Pour cela, il prend des risques financiers auprès d’un homme d’affaires sans scrupules, mari de Carla ( Valeria Bruni-Tedeschi) qui représente le deuxième chapitre. Femme vivant dans le luxe, elle s’achète un théâtre avec de bonnes intentions culturelles avant que son mari (Fabrizio Gifuni) ne le lui ôte pour le transformer en de rentables appartements. Enfin, Serena (Matilde Gioli), fille de Dino, adolescente qui reste le seul espoir de cet univers pourri par le fric.

Un dernier chapitre, l’épilogue, fait basculer l’intrigue et ses nombreux rebondissements sur la révélation obligée du coupable de l’accident.

En complément, s’ajoute le montant du versement pécuniaire correspondant au « capital humain » calculé - et estimé !*- par les assurances. Le titre italien (Il capitale umano) est donc plus approprié en conservant la traduction littérale du titre du roman de Stephen Amidon « Human Capital » dont le réalisateur s’est librement inspiré, tout en suivant la même trame.

Alors que le thriller américain de Stephen Amidon se déroulait dans le Connecticut, Paolo Virzi situe l’histoire de son film dans l’Italie de 2010, période de crise.

Qu’importe ! Dès qu’il s’agit de requins de la finance et du pouvoir de l’argent, il n’y a ni frontières ni époque.

L’avidité, la spéculation, l’ambition, la cupidité, les profits avec transactions douteuses touchent certaines sphères d’une société rapace un peu partout et les styles de vie y sont semblables quand le fric domine. Il n’y a plus de valeurs morales et seul compte l’enrichissement personnel.

Sous leurs vernis, tous les personnages de cette comédie humaine d’aujourd’hui sont des monstres, chacun à sa manière.

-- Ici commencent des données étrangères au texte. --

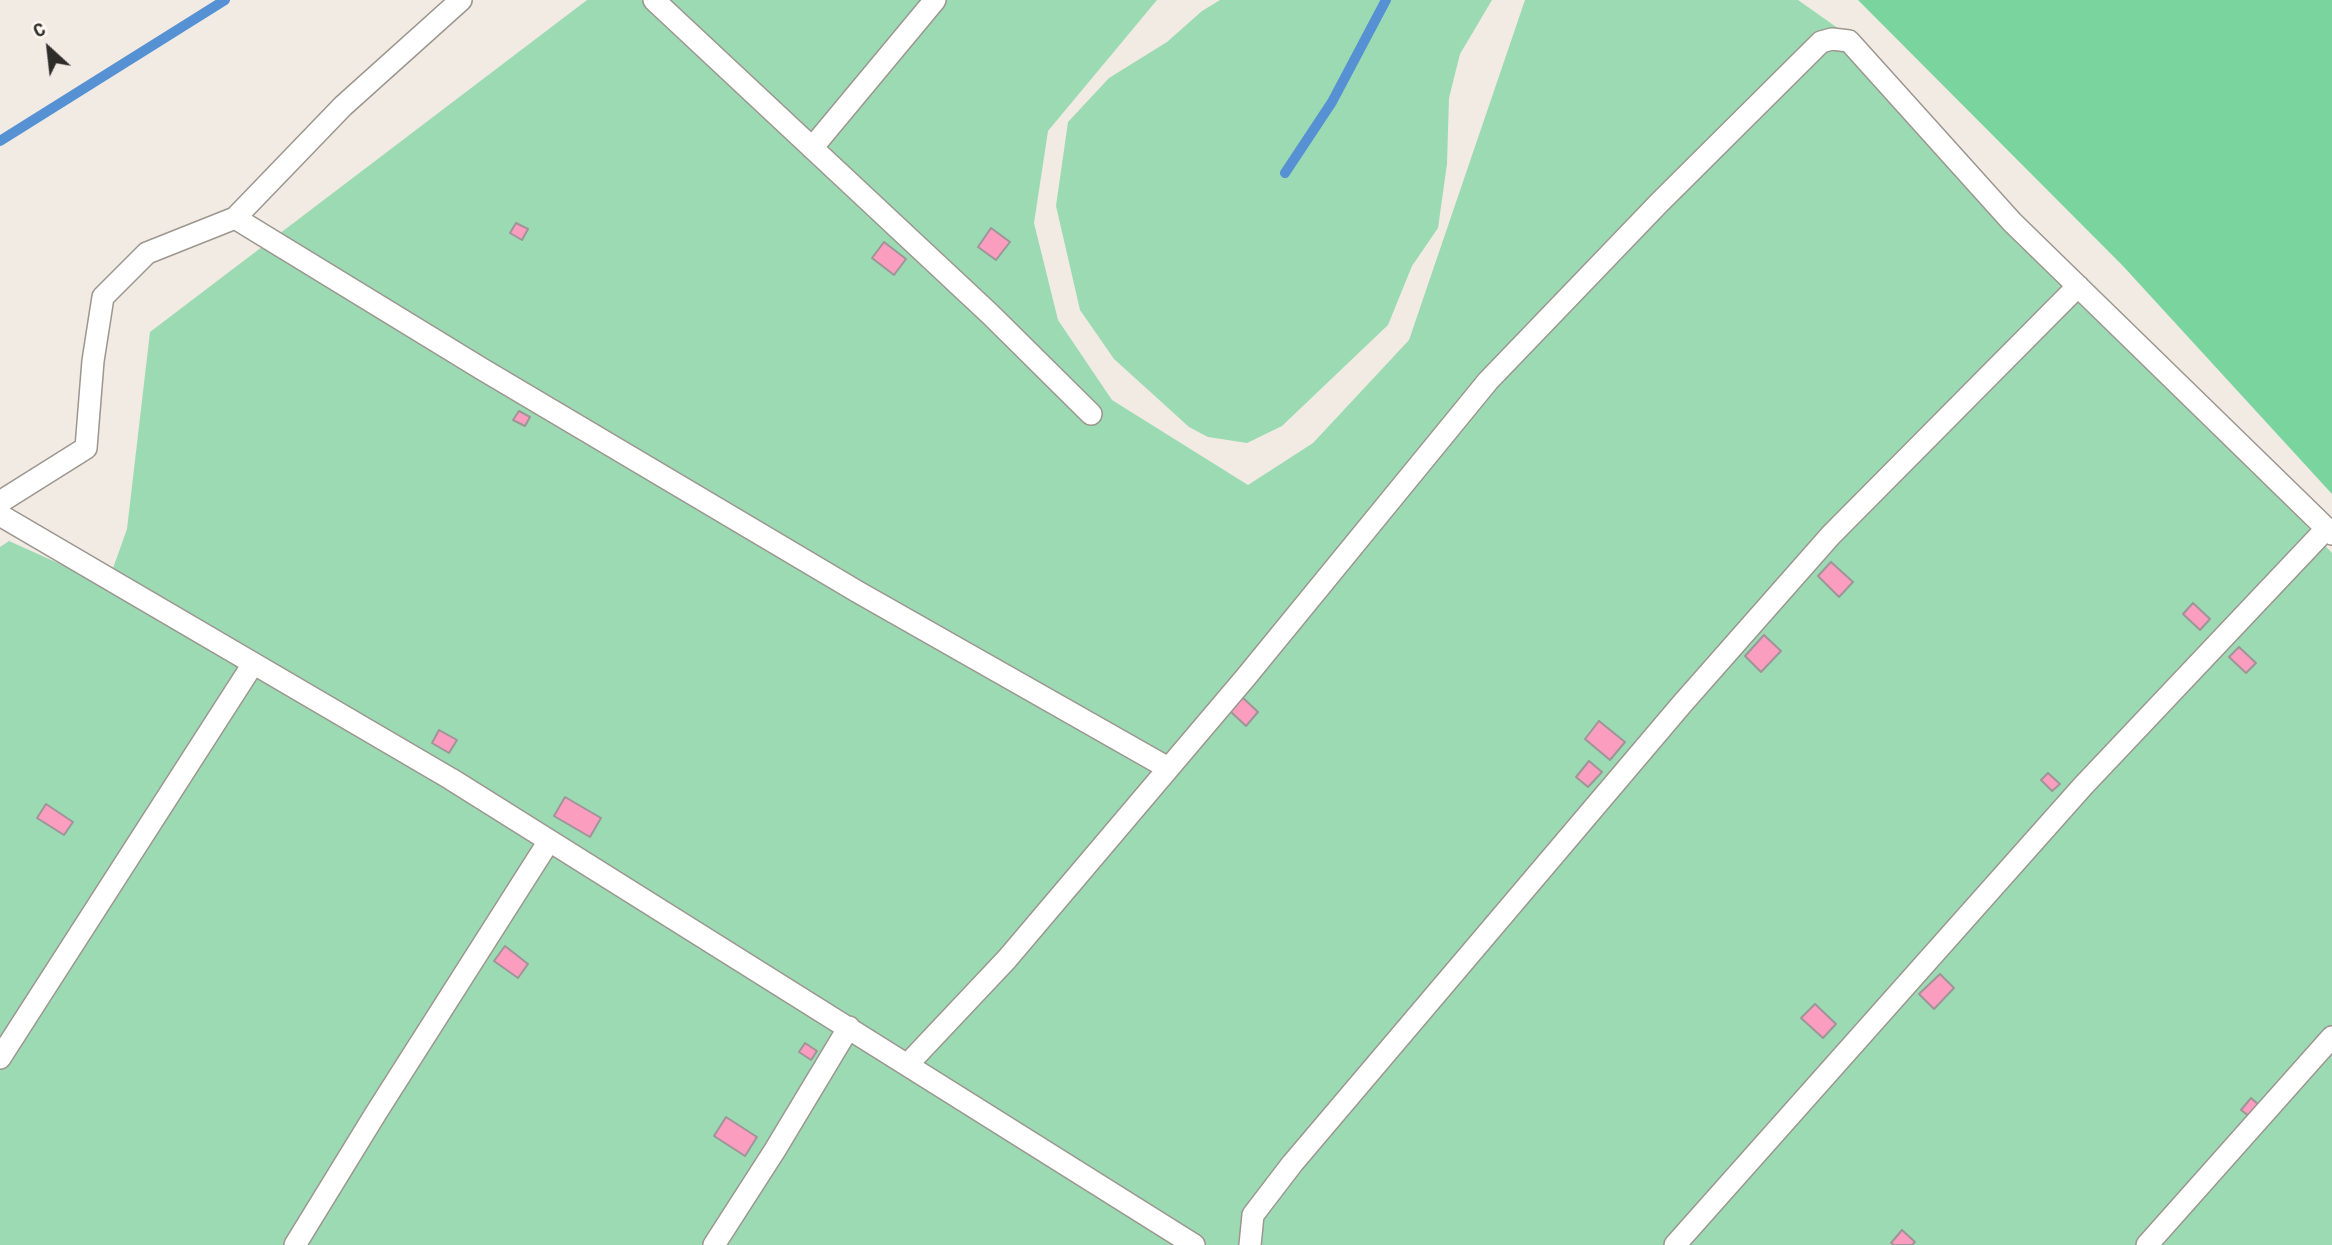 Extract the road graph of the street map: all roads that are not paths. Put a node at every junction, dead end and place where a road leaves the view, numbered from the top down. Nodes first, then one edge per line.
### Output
1 (461, 0) edge
2 (653, 0) edge
3 (935, 0) edge
4 (812, 148) junction
5 (235, 218) junction
6 (2078, 286) junction
7 (1091, 414) dead end
8 (0, 502) edge
9 (0, 515) edge
10 (2329, 531) edge
11 (253, 664) junction
12 (1168, 768) junction
13 (549, 841) junction
14 (849, 1027) junction
15 (2332, 1037) edge
16 (0, 1058) edge
17 (908, 1064) junction
18 (295, 1245) edge
19 (714, 1245) edge
20 (1194, 1245) edge
21 (1250, 1245) edge
22 (1675, 1245) edge
23 (2147, 1245) edge

1 - 5 lane
2 - 4 lane
3 - 4 lane
4 - 7 lane
5 - 8 lane
5 - 12 lane
6 - 10 lane
6 - 12 lane
6 - 21 lane
9 - 11 lane
10 - 22 lane
11 - 13 lane
11 - 16 lane
12 - 17 lane
13 - 14 lane
13 - 18 lane
14 - 17 lane
14 - 19 lane
15 - 23 lane
17 - 20 lane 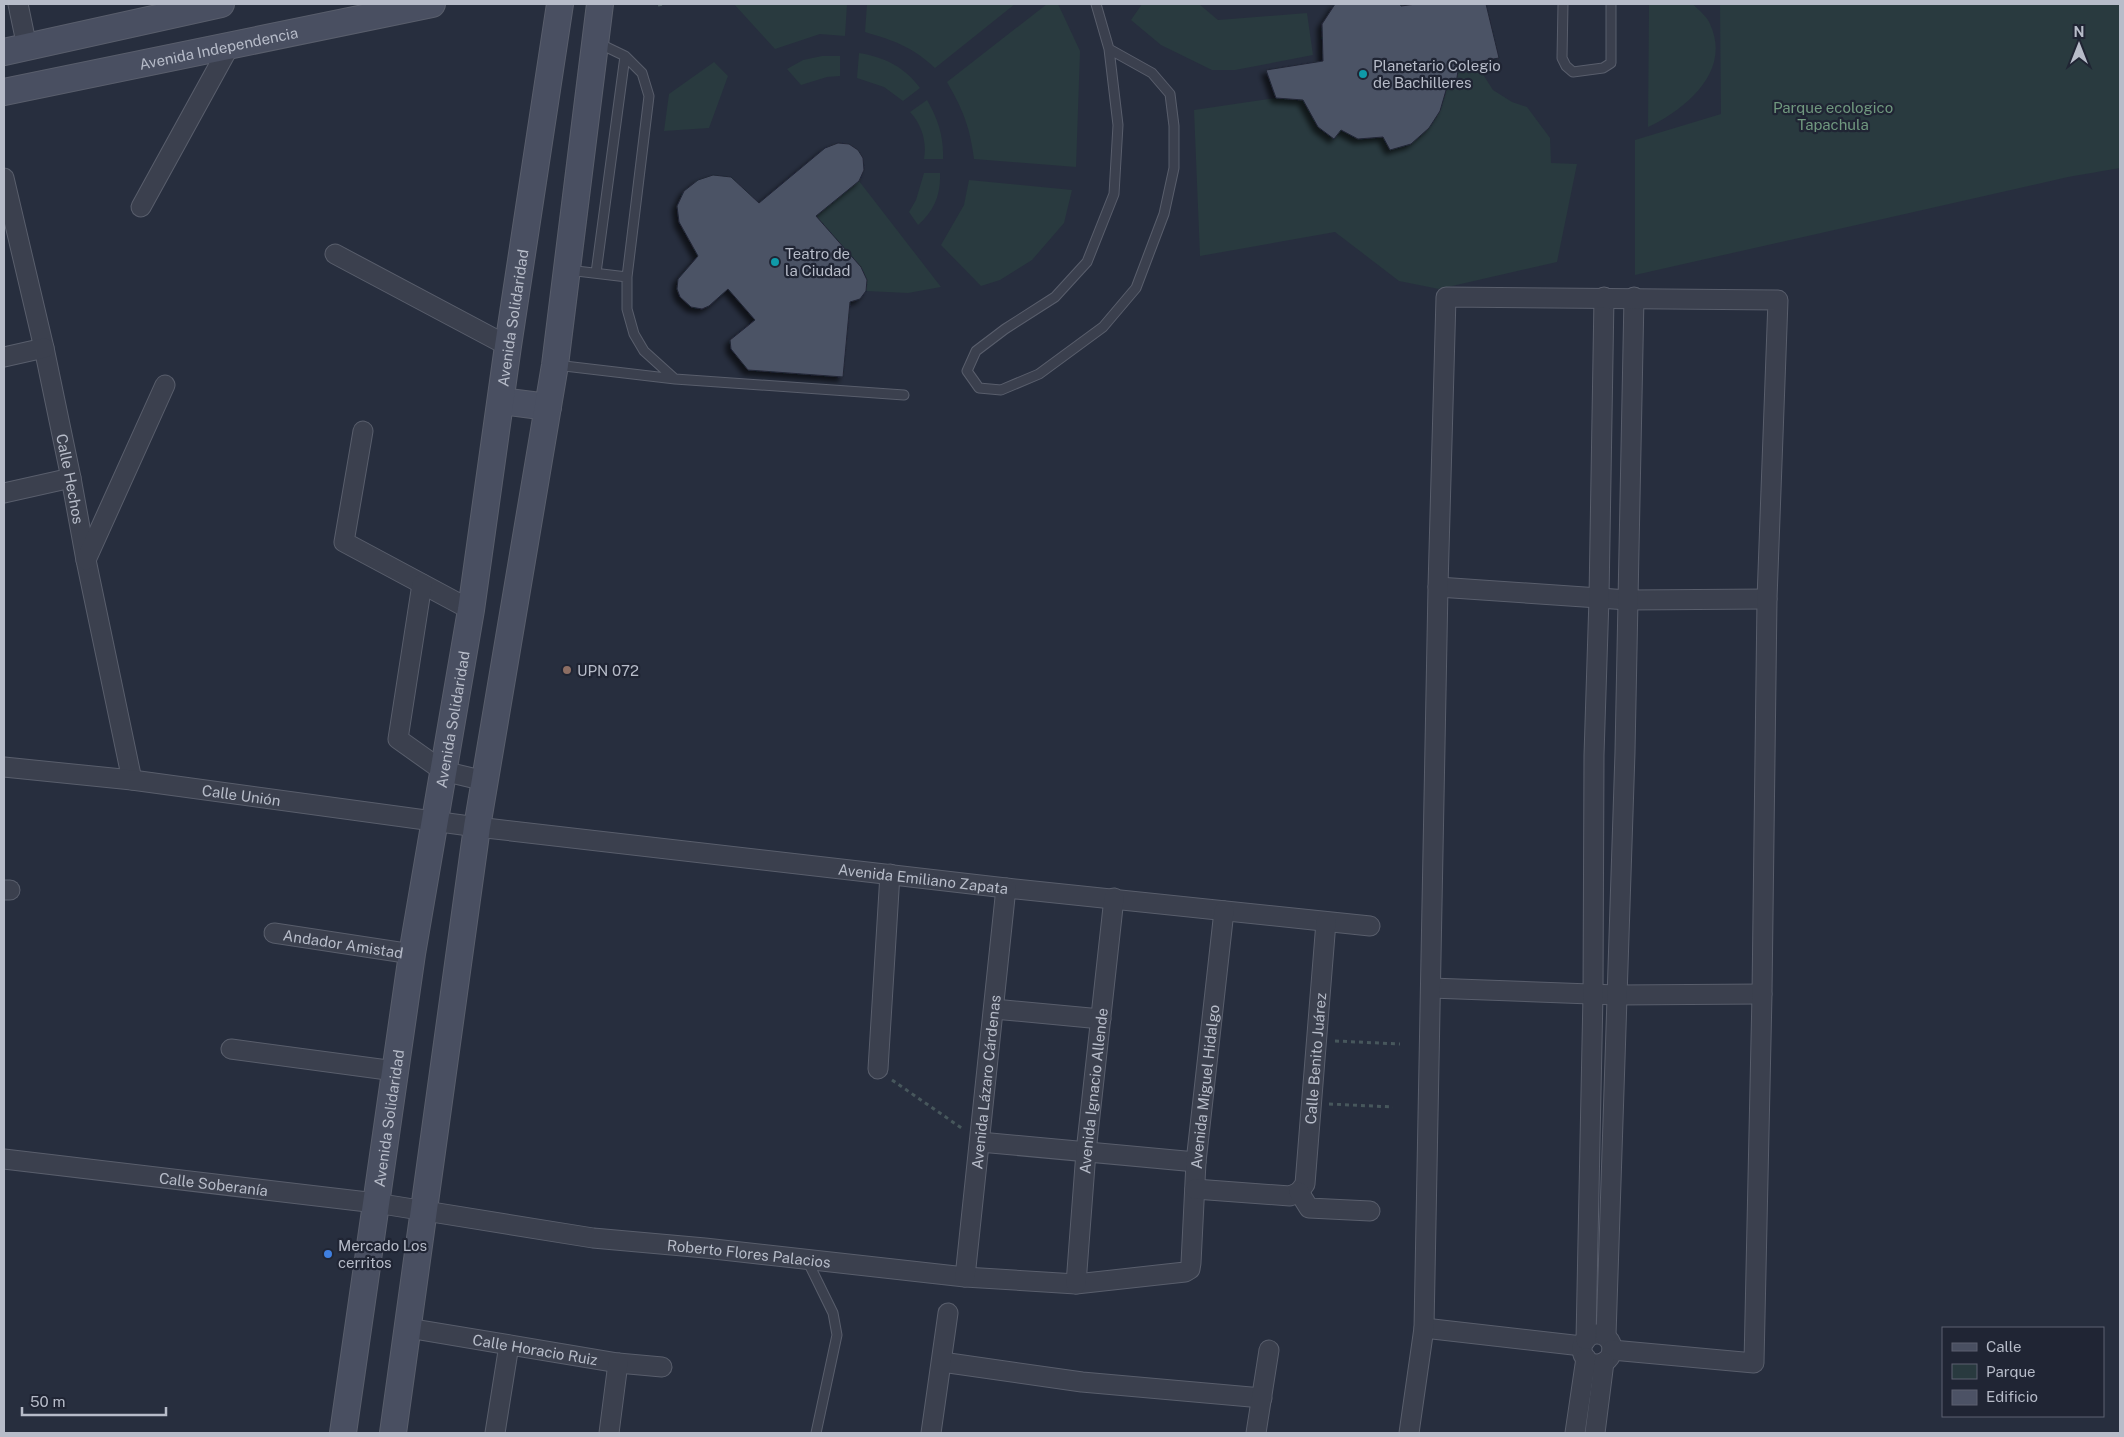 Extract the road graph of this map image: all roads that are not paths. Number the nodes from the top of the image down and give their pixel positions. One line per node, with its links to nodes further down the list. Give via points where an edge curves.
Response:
1 (18, 4): 14 (street)
2 (220, 4): 9 (main road)
3 (432, 4): 12 (main road, Avenida Independencia)
4 (560, 4): 27 (main road, Avenida Solidaridad)
5 (600, 4): 11 (main road)
6 (1096, 4): 13 (lane)
7 (1563, 4): 8 (lane, via 1562,58 1573,72 1603,68 1611,63)
8 (1611, 4)
9 (166, 9): 10 (main road)
10 (88, 33): 14 (main road); 16 (main road)
11 (596, 42): 15 (lane); 22 (main road)
12 (229, 47): 16 (main road, Avenida Independencia); 19 (street)
13 (1109, 49): 13 (lane, via 1118,125 1114,194 1087,262 1055,297 976,351 967,371 979,388 1001,390 1039,374 1103,327 1136,288 1164,214 1174,168 1174,126 1170,94 1152,73)
14 (15, 50)
15 (624, 56): 23 (lane); 24 (lane, via 642,73 649,96)
16 (98, 73): 17 (main road, Avenida Independencia)
17 (4, 92)
18 (4, 178): 20 (street, Calle Hechos)
19 (141, 207)
20 (10, 229): 28 (street, Calle Hechos)
21 (334, 254): 27 (street)
22 (567, 270): 23 (lane); 30 (main road)
23 (596, 274): 24 (lane)
24 (627, 277): 31 (lane, via 627,309 634,334 644,351)
25 (1604, 297): 26 (street); 41 (street, via 1446,297); 42 (street)
26 (1634, 297): 43 (street, via 1778,300); 44 (street)
27 (508, 346): 34 (main road, Avenida Solidaridad)
28 (44, 348): 29 (street); 37 (street, Calle Hechos)
29 (4, 357)
30 (555, 365): 31 (lane); 35 (main road)
31 (675, 379): 33 (lane)
32 (164, 385): 39 (street)
33 (904, 395)
34 (500, 401): 35 (main road); 45 (main road, Avenida Solidaridad)
35 (548, 407): 49 (main road)
36 (363, 431): 40 (street, via 344,542)
37 (72, 478): 38 (street); 39 (street, Calle Hechos)
38 (4, 493)
39 (86, 560): 48 (street, Calle Hechos)
40 (422, 584): 45 (street); 47 (street, via 398,739)
41 (1438, 587): 42 (street); 60 (street)
42 (1599, 598): 44 (street); 61 (street, via 1594,755)
43 (1767, 599): 44 (street); 62 (street)
44 (1628, 600): 63 (street)
45 (472, 610): 47 (main road, Avenida Solidaridad)
46 (4, 767): 48 (street, Calle Unión)
47 (443, 771): 49 (street); 50 (main road, Avenida Solidaridad)
48 (132, 780): 50 (street, Calle Unión)
49 (485, 781): 51 (main road)
50 (434, 822): 51 (street, Calle Unión); 59 (main road, Avenida Solidaridad)
51 (477, 827): 52 (street, Avenida Emiliano Zapata); 76 (main road)
52 (890, 874): 53 (street, Avenida Emiliano Zapata); 67 (street)
53 (1006, 888): 54 (street, Avenida Emiliano Zapata); 64 (street, Avenida Lázaro Cárdenas)
54 (1114, 898): 55 (street, Avenida Emiliano Zapata); 65 (street, Avenida Ignacio Allende)
55 (1224, 911): 56 (street, Avenida Emiliano Zapata); 72 (street, Avenida Miguel Hidalgo)
56 (1326, 922): 57 (street, Avenida Emiliano Zapata); 74 (street, Calle Benito Juárez, via 1305,1184)
57 (1370, 926)
58 (274, 933): 59 (street, Andador Amistad)
59 (412, 954): 68 (main road, Avenida Solidaridad)
60 (1431, 988): 61 (street); 83 (street)
61 (1593, 994): 63 (street); 85 (street)
62 (1762, 994): 63 (street); 85 (street, via 1754,1363)
63 (1617, 995): 85 (street)
64 (994, 1009): 65 (street); 69 (street, Avenida Lázaro Cárdenas)
65 (1101, 1019): 70 (street, Avenida Ignacio Allende)
66 (231, 1049): 68 (street)
67 (878, 1069)
68 (396, 1071): 75 (main road, Avenida Solidaridad)
69 (980, 1142): 70 (street); 79 (street, Avenida Lázaro Cárdenas)
70 (1086, 1152): 72 (street); 80 (street, Avenida Ignacio Allende)
71 (4, 1159): 75 (street, Calle Soberanía)
72 (1196, 1162): 73 (street, Avenida Miguel Hidalgo)
73 (1194, 1189): 74 (street, via 1290,1196); 80 (street, Avenida Miguel Hidalgo, via 1190,1269)
74 (1299, 1192): 77 (street, via 1309,1208)
75 (376, 1203): 76 (street, Calle Soberanía); 91 (main road, Avenida Solidaridad)
76 (423, 1210): 78 (street, Roberto Flores Palacios, via 593,1238); 82 (main road)
77 (1370, 1210)
78 (807, 1260): 79 (street, Roberto Flores Palacios); 95 (lane, via 833,1313 837,1335)
79 (965, 1277): 80 (street, Roberto Flores Palacios)
80 (1076, 1284)
81 (948, 1312): 87 (street)
82 (408, 1328): 84 (street, Calle Horacio Ruiz); 92 (main road)
83 (1424, 1328): 85 (street); 98 (street)
84 (509, 1345): 88 (street, Calle Horacio Ruiz); 93 (street)
85 (1596, 1349): 99 (street); 100 (street)
86 (1269, 1350): 90 (street)
87 (942, 1362): 90 (street, via 1082,1382); 96 (street)
88 (618, 1363): 89 (street, Calle Horacio Ruiz); 94 (street)
89 (662, 1367)
90 (1262, 1398): 97 (street)
91 (343, 1433)
92 (393, 1433)
93 (495, 1433)
94 (609, 1433)
95 (816, 1433)
96 (931, 1433)
97 (1256, 1433)
98 (1409, 1433)
99 (1575, 1433)
100 (1595, 1433)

Ces riches Italiens provinciaux dominent une société qui a perdu ses repères moraux que ce soit « le requin » qui montre des dents particulièrement longues ou ceux prêts à tout compromis ou manipulation soit pour de l’argent soit pour protéger leur progéniture.

La froideur des spéculateurs financiers sans moralisme entraîne la dégradation culturelle, telle la fermeture du théâtre Politeama dont l’abandon exprime le déclin de la culture. C’est un signe dans un pays où les salles de cinéma ferment de plus en plus.

Matilde Gioli Copyright © Bac Films

La construction scénaristique de la division en chapitres et des courbes spacio- temporelles qui reviennent sur les mêmes événements rendent le film un peu trop complexe sinon démonstratif, mais, en sortant du cadre de la comédie, Paolo Virzi confirme son engagement dans un cinéma politique et son talent est soutenu par d’excellents acteurs qui semblent se réjouir des caricatures qu’ils incarnent.

Déjà vainqueur de sept Donatello (les Césars italiens), dont le meilleur film et la meilleure actrice pour Valeria Bruni Tedeschi (superbe !), « Les Opportunistes » a été retenu pour représenter l’Italie dans la course aux Oscars 2015.